When my English improved, and I read the novel in its original language, I experienced a different feeling. I was able to pick exactly what the author was portraying in the novel. The rhythm of “and all” and “it really did.” These words were the rhythm of a mind speaking to itself, and then letting it out for the world to see. These small linguistic patterns were so real, more real than I felt in my own body. Reading the same story twice, in two different languages, felt like watching the same film in color after seeing it in black and white. The story had not changed, but I had, and that changed everything about how I received it. The second reading was not a repetition; it was a completion. It closed a wound that I did not realize that I had. 

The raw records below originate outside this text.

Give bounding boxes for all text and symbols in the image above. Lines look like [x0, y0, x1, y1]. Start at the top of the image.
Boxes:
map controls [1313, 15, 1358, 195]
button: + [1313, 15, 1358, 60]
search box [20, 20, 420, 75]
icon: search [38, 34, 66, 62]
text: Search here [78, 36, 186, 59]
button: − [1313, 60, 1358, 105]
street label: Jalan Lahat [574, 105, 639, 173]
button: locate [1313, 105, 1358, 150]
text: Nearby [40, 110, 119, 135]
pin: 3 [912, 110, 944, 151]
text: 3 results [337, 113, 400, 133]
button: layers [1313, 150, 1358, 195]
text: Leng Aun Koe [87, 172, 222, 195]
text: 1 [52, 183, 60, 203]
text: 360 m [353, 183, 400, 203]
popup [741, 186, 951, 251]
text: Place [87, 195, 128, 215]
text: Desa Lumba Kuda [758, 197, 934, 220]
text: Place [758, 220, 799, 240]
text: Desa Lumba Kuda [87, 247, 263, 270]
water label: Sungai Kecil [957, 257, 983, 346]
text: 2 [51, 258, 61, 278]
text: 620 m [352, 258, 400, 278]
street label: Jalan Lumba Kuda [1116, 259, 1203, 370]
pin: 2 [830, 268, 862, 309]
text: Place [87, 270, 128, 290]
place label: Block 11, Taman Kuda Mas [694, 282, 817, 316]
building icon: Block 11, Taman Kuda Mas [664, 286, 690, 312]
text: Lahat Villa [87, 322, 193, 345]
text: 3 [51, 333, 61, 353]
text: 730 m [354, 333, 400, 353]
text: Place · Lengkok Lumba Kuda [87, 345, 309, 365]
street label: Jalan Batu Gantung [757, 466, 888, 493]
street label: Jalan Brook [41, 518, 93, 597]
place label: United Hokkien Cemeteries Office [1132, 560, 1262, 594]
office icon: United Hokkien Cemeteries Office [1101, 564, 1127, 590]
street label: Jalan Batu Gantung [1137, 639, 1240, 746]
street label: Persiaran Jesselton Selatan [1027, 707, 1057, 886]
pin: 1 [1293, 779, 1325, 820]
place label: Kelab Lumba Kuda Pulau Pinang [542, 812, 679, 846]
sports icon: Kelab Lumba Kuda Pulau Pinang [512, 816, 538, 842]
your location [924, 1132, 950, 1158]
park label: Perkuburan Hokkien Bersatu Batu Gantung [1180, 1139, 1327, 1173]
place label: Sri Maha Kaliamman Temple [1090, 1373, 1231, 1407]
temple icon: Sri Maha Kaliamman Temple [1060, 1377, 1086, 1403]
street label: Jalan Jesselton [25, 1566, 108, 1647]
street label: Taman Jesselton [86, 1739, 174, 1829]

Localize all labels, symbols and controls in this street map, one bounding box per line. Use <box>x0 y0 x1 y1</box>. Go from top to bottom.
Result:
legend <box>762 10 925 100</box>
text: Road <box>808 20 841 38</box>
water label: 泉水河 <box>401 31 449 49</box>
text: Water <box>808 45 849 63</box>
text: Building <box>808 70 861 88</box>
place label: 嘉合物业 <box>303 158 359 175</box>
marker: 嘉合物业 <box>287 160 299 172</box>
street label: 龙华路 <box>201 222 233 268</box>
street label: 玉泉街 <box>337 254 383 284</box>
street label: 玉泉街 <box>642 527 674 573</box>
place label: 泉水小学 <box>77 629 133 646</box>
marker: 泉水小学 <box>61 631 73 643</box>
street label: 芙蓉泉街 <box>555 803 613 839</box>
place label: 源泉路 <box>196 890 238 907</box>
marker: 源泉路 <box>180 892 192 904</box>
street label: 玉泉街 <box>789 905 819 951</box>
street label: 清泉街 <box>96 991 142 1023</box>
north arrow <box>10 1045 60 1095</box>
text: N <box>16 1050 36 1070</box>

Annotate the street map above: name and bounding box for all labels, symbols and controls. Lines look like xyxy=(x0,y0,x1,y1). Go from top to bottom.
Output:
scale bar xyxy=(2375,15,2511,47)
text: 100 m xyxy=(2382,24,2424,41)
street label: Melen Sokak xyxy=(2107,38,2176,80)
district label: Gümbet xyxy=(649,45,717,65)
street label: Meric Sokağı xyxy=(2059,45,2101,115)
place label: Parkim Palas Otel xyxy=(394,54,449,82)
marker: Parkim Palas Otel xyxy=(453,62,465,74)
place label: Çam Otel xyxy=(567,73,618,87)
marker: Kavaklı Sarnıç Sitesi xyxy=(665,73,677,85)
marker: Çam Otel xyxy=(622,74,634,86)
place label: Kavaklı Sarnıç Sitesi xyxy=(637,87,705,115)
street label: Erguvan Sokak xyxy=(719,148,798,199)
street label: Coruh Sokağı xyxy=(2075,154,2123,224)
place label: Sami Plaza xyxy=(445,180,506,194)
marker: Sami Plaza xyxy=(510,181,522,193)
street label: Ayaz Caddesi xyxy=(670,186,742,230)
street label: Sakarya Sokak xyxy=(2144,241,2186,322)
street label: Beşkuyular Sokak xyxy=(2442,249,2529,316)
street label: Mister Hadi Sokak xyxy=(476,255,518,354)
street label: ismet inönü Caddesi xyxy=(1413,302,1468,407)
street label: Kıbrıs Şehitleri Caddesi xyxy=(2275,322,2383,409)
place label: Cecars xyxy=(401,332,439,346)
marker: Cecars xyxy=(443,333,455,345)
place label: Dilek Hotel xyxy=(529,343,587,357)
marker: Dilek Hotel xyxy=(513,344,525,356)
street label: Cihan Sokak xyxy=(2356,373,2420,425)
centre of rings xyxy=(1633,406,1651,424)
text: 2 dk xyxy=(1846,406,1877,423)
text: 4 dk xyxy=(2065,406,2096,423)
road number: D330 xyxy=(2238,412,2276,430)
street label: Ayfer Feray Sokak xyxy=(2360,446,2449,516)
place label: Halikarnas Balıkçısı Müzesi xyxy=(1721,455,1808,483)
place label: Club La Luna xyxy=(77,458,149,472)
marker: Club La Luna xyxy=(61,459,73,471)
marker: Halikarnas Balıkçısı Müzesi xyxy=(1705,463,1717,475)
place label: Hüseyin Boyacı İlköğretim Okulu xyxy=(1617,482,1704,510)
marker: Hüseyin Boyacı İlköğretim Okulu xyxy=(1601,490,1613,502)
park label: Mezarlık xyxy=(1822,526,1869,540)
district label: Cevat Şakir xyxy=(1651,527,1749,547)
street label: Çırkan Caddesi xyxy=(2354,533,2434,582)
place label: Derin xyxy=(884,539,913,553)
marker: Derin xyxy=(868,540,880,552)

This realization taught me something very valuable. I had focused on being perfect and not making mistakes, and I had forgotten that language could be an instrument of truth rather than plain accuracy. Holden showed me that my voice mattered more than perfection. I was navigating the gap between languages and cultures, and in my pursuit of perfection, I had forgotten who I was. I had treated English like a costume, something to put on carefully each morning so that no one would notice I was different underneath. But Holden, he never put on a show. He was the real him the entire novel; he showed up raw and vulnerable and refused to apologize. That was what made him unforgettable. The novel’s core idea of a catcher in the rye who saves children from falling off a cliff becomes a metaphor for my own life experience. Moving to a new country has its own kind of loss of innocence. I left behind not just a place, but I left home and an entire version of myself, a version who was happy, who moved through the world with ease and confidence, who never had to think twice before speaking. A version I tried hard to recreate. 


Holden’s world was full of phoniness, people who performed roles that they did not question, who said the right things but did not mean them. I recognized myself immediately. I was part of the same people wearing masks to survive the day. I was constantly performing; I had so many versions of myself that I had lost track of the original. There was the version of me who smiled and chatted on the phone with my mother even when I was dying in class. There was the version of me who cried herself to sleep and cried some more in the shower in the hope of muffling the noise. None of those versions were bad or lies; they were survival. But survival and authenticity are not the same thing at all, and reading Holden’s furious refusal to pretend reminded me that I did not want to disappear into one of those versions of me. "The Catcher in the Rye" is my favorite book, not because it is perfect, but because it is the opposite. It taught me that being broken and honest is worth more than being fake and polished. I carry that lesson with me in every language I speak. When I write now, in English, I try to remember what Holden taught me; my accent is not something to smooth over, it is the proof of a journey. Every imperfect sentence I have ever spoken in these languages is a mark of someone who crossed an ocean and refused in the end to disappear.